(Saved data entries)
Content starts

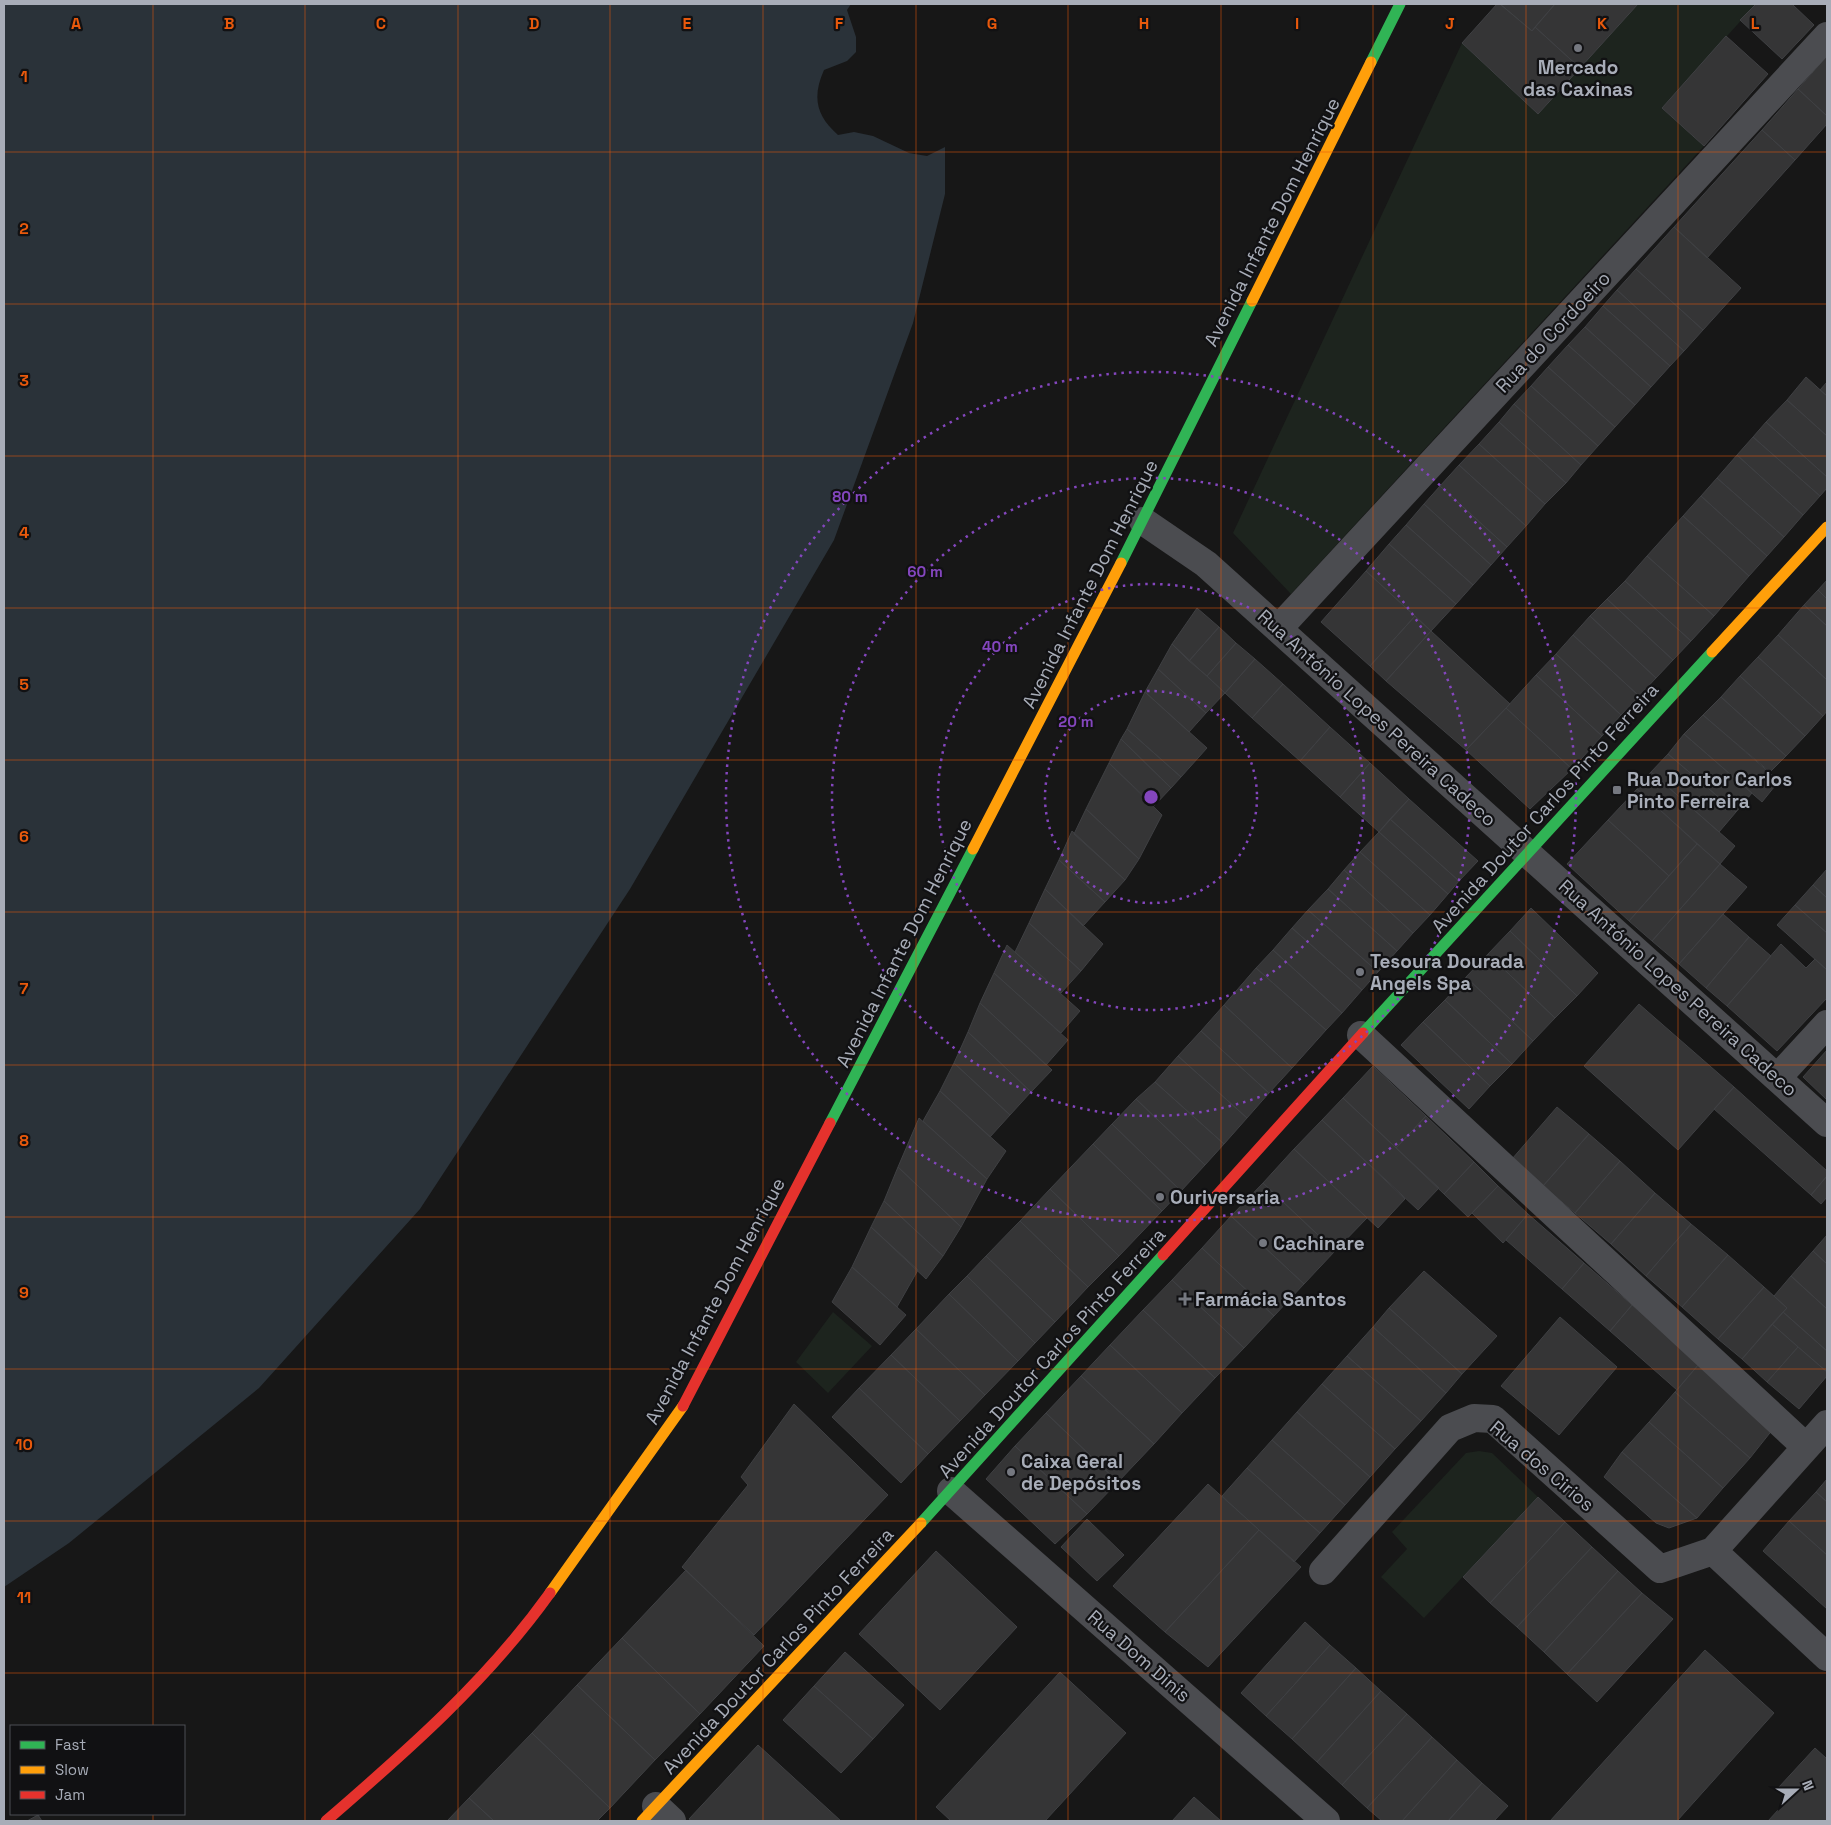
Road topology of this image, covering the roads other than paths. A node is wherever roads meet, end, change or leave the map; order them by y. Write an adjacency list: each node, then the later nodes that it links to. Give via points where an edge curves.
1 (1400, 4): 3 (main road, Avenida Infante Dom Henrique)
2 (1827, 36): 5 (street, Rua do Cordoeiro)
3 (1143, 521): 5 (street, Rua António Lopes Pereira Cadeco, via 1206,564); 18 (main road, Avenida Infante Dom Henrique, via 677,1417 530,1621 491,1668 412,1747)
4 (1827, 527): 6 (main road, Avenida Doutor Carlos Pinto Ferreira)
5 (1278, 629): 6 (street, Rua António Lopes Pereira Cadeco)
6 (1527, 852): 8 (main road, Avenida Doutor Carlos Pinto Ferreira); 9 (street, Rua António Lopes Pereira Cadeco)
7 (1827, 1024): 9 (street)
8 (1361, 1035): 12 (street); 13 (main road, Avenida Doutor Carlos Pinto Ferreira)
9 (1778, 1077): 10 (street, Rua António Lopes Pereira Cadeco)
10 (1827, 1123)
11 (1827, 1424): 12 (street)
12 (1806, 1447): 14 (street)
13 (951, 1491): 17 (main road, Avenida Doutor Carlos Pinto Ferreira); 19 (street, Rua Dom Dinis)
14 (1713, 1551): 15 (street, Rua dos Cirios, via 1660,1569 1493,1419 1474,1418 1450,1428); 16 (street)
15 (1323, 1571)
16 (1827, 1657)
17 (657, 1816)
18 (326, 1821)
19 (1326, 1821)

Content ends

◆ Problem details
The output should consist of the records above, reproduced exactly, without pictures.

◆ Response to the exercise
Road topology of this image, covering the roads other than paths. A node is wherever roads meet, end, change or leave the map; order them by y. Write an adjacency list: each node, then the later nodes that it links to. Give via points where an edge curves.
1 (1400, 4): 3 (main road, Avenida Infante Dom Henrique)
2 (1827, 36): 5 (street, Rua do Cordoeiro)
3 (1143, 521): 5 (street, Rua António Lopes Pereira Cadeco, via 1206,564); 18 (main road, Avenida Infante Dom Henrique, via 677,1417 530,1621 491,1668 412,1747)
4 (1827, 527): 6 (main road, Avenida Doutor Carlos Pinto Ferreira)
5 (1278, 629): 6 (street, Rua António Lopes Pereira Cadeco)
6 (1527, 852): 8 (main road, Avenida Doutor Carlos Pinto Ferreira); 9 (street, Rua António Lopes Pereira Cadeco)
7 (1827, 1024): 9 (street)
8 (1361, 1035): 12 (street); 13 (main road, Avenida Doutor Carlos Pinto Ferreira)
9 (1778, 1077): 10 (street, Rua António Lopes Pereira Cadeco)
10 (1827, 1123)
11 (1827, 1424): 12 (street)
12 (1806, 1447): 14 (street)
13 (951, 1491): 17 (main road, Avenida Doutor Carlos Pinto Ferreira); 19 (street, Rua Dom Dinis)
14 (1713, 1551): 15 (street, Rua dos Cirios, via 1660,1569 1493,1419 1474,1418 1450,1428); 16 (street)
15 (1323, 1571)
16 (1827, 1657)
17 (657, 1816)
18 (326, 1821)
19 (1326, 1821)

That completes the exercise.